_BRIEF_
Copy every record word for word. Pictures are not part of the copy.

_MATERIAL SHOWN_
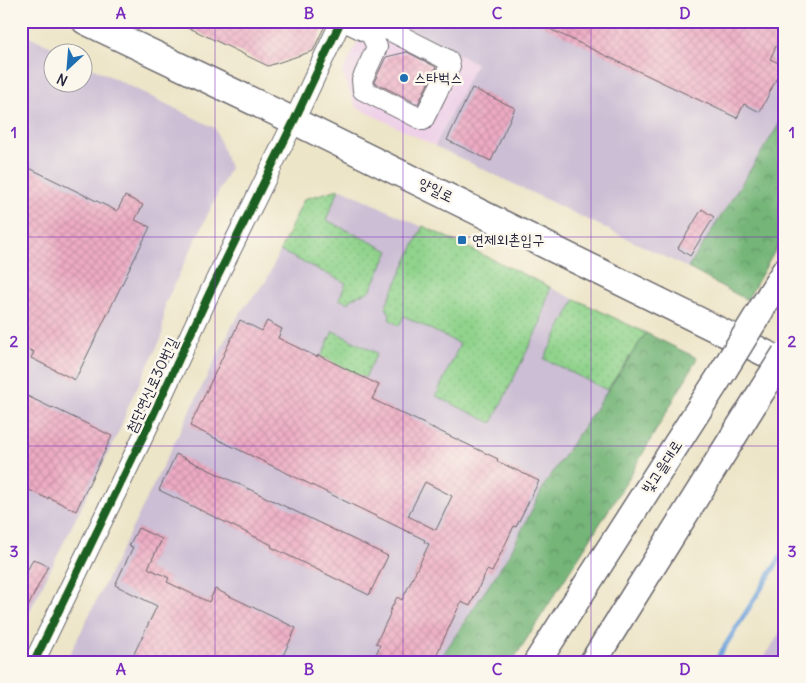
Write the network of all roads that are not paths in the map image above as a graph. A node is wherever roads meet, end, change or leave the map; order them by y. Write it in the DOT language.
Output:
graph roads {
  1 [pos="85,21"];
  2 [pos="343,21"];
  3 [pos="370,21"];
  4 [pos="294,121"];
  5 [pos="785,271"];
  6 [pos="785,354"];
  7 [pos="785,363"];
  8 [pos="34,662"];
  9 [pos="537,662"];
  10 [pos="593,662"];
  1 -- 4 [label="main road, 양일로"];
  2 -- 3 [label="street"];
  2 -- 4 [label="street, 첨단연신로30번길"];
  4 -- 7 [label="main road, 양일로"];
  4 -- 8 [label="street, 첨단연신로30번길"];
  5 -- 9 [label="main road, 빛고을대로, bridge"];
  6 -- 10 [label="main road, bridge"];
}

_RESULT OF THIS TASK_
Write the network of all roads that are not paths in the map image above as a graph. A node is wherever roads meet, end, change or leave the map; order them by y. Write it in the DOT language.
Output:
graph roads {
  1 [pos="85,21"];
  2 [pos="343,21"];
  3 [pos="370,21"];
  4 [pos="294,121"];
  5 [pos="785,271"];
  6 [pos="785,354"];
  7 [pos="785,363"];
  8 [pos="34,662"];
  9 [pos="537,662"];
  10 [pos="593,662"];
  1 -- 4 [label="main road, 양일로"];
  2 -- 3 [label="street"];
  2 -- 4 [label="street, 첨단연신로30번길"];
  4 -- 7 [label="main road, 양일로"];
  4 -- 8 [label="street, 첨단연신로30번길"];
  5 -- 9 [label="main road, 빛고을대로, bridge"];
  6 -- 10 [label="main road, bridge"];
}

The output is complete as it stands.